What you will do => Wherever the string "position" appears in the entries below, return the line that holds it.

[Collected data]
*-*-*

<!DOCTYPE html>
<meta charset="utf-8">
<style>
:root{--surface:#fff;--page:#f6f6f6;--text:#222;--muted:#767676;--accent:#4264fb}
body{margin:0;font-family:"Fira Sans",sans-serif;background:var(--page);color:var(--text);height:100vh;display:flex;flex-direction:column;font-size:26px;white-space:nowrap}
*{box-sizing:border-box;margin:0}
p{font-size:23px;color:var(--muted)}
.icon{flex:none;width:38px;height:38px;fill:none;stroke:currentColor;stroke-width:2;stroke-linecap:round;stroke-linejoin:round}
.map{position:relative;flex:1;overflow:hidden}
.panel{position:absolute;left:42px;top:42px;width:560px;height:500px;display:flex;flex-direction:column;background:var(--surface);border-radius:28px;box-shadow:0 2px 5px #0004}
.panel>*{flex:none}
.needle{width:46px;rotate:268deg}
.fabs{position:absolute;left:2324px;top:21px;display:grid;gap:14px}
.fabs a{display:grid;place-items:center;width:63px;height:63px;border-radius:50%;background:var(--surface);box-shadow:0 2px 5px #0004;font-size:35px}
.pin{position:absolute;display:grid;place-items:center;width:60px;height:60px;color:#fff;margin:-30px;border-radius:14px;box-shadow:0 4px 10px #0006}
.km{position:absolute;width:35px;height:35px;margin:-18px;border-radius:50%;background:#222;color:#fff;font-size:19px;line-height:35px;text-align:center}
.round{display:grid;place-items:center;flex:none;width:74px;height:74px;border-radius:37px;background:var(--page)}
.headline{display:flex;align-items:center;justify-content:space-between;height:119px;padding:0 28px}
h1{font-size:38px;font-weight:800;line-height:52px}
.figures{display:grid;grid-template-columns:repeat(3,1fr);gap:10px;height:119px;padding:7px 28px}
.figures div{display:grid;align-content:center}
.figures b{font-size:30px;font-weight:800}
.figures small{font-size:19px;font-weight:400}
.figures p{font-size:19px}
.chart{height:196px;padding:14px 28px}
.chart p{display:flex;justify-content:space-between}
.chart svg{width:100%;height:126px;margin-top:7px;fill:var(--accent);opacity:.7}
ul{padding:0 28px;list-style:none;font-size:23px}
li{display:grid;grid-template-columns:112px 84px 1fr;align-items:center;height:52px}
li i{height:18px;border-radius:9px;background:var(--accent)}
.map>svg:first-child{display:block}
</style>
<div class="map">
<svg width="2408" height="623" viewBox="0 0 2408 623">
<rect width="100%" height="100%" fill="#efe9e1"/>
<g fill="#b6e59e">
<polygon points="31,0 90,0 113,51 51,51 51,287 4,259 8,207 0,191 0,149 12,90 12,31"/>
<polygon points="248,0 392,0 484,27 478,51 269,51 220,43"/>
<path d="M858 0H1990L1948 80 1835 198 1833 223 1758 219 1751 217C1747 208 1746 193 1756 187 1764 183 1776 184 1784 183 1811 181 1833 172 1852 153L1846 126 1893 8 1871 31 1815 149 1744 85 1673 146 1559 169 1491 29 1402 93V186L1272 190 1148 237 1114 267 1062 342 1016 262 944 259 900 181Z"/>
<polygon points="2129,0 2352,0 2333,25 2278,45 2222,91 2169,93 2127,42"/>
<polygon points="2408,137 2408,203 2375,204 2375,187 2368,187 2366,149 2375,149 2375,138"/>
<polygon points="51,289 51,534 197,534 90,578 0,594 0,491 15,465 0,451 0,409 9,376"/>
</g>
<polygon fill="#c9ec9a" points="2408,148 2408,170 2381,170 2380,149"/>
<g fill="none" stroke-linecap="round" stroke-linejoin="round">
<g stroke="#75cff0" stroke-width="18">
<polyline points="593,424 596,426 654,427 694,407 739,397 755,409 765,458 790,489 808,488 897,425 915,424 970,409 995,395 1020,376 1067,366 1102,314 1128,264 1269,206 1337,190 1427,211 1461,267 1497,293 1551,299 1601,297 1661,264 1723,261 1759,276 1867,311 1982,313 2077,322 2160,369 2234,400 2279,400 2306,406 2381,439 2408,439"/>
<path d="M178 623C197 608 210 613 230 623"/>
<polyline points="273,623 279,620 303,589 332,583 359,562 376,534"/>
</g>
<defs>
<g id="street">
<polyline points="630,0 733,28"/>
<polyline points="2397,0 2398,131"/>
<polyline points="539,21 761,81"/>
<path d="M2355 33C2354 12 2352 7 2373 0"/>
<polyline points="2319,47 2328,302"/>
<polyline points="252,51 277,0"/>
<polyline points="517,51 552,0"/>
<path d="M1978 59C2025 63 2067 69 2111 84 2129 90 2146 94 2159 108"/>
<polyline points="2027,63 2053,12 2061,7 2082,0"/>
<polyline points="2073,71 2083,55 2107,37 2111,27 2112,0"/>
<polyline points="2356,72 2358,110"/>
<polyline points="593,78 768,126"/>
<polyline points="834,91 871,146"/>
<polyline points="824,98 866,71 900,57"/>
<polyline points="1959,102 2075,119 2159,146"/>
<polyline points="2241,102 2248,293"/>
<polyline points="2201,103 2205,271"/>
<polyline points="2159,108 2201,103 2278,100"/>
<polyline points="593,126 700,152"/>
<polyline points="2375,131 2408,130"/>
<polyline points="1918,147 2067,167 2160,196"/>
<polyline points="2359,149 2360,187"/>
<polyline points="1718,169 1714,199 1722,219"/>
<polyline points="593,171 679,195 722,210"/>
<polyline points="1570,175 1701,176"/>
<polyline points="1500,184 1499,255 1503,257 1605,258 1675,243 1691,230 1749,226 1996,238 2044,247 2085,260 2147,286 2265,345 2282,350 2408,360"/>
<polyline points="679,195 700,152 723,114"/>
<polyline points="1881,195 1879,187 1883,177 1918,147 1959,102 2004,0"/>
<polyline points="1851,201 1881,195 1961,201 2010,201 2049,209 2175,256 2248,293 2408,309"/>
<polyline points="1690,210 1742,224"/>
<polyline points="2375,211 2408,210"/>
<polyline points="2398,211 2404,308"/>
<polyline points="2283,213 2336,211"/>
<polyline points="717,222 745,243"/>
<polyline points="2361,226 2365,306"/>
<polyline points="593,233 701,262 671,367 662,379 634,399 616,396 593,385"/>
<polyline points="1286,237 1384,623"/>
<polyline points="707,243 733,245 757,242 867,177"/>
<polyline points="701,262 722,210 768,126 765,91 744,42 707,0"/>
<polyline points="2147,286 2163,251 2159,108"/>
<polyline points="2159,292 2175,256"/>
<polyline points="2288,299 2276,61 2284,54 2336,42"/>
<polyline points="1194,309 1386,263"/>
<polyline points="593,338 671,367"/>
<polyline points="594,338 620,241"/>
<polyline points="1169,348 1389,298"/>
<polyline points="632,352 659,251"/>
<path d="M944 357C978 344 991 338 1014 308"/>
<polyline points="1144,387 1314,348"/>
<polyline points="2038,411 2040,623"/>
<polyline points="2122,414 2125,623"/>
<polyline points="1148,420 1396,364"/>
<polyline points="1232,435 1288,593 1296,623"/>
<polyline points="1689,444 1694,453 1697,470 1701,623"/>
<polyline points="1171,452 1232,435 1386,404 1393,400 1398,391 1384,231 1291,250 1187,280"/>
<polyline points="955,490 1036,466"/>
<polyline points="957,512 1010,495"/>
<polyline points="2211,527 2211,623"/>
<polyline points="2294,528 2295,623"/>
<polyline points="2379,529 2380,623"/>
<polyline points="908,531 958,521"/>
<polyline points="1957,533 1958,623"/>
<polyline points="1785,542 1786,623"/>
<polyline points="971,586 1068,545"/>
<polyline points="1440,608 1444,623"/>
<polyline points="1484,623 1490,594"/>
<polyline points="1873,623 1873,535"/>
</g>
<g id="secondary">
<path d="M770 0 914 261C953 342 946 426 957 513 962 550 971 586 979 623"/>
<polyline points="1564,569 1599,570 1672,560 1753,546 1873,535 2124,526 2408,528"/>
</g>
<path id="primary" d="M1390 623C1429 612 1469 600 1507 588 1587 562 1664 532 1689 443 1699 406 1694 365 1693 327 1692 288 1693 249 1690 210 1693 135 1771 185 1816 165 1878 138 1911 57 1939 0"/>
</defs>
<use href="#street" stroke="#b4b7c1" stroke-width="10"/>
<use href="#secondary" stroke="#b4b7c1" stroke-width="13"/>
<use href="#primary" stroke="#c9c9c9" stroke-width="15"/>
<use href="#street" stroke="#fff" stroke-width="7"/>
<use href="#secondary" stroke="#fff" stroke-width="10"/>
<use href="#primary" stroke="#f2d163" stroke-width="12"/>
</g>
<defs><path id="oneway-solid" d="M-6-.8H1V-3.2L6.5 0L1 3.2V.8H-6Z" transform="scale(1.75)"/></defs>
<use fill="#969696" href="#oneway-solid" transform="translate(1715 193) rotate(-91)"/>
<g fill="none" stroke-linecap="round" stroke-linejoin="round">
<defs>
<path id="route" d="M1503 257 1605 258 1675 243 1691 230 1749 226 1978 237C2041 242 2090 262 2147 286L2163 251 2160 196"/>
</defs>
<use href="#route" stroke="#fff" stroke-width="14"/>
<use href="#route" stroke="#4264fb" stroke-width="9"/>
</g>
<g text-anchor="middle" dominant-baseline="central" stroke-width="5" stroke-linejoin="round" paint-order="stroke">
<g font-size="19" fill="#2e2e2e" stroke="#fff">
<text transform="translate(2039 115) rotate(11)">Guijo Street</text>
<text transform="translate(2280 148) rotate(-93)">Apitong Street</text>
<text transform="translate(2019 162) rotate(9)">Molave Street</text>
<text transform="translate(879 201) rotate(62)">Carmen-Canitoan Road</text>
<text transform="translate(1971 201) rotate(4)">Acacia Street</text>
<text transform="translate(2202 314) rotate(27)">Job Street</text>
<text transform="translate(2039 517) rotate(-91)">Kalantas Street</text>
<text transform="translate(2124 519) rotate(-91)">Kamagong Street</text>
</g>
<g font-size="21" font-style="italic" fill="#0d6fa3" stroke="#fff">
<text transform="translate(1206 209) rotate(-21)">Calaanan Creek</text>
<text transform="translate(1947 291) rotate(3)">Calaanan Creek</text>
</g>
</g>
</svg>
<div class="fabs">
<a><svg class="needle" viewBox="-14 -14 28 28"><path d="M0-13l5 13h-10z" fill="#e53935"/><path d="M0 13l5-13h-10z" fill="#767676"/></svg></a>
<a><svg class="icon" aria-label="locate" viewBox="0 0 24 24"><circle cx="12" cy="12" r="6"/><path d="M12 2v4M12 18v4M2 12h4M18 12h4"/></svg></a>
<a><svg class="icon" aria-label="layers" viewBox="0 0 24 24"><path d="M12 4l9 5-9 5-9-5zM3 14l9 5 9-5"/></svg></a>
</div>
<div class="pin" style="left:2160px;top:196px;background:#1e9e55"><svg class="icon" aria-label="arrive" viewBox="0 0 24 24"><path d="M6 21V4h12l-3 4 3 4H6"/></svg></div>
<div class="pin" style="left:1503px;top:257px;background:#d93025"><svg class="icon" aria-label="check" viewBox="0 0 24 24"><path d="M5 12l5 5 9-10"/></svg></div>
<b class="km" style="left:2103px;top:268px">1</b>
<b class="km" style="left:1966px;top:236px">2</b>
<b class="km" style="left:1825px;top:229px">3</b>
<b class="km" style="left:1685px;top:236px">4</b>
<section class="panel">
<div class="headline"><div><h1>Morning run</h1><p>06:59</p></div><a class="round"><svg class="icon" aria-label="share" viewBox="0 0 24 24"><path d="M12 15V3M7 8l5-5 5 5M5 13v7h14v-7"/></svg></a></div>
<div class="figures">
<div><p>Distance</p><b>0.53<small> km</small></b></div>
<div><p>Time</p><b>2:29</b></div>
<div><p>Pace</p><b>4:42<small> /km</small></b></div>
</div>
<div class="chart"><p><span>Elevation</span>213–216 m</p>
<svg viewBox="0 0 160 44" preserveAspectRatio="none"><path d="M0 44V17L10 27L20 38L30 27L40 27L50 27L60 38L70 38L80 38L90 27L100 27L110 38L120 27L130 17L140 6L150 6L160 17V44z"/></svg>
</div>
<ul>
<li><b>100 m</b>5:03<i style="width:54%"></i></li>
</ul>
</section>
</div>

*-*-*

Task output =>
.map{position:relative;flex:1;overflow:hidden}
.panel{position:absolute;left:42px;top:42px;width:560px;height:500px;display:flex;flex-direction:column;background:var(--surface);border-radius:28px;box-shadow:0 2px 5px #0004}
.fabs{position:absolute;left:2324px;top:21px;display:grid;gap:14px}
.pin{position:absolute;display:grid;place-items:center;width:60px;height:60px;color:#fff;margin:-30px;border-radius:14px;box-shadow:0 4px 10px #0006}
.km{position:absolute;width:35px;height:35px;margin:-18px;border-radius:50%;background:#222;color:#fff;font-size:19px;line-height:35px;text-align:center}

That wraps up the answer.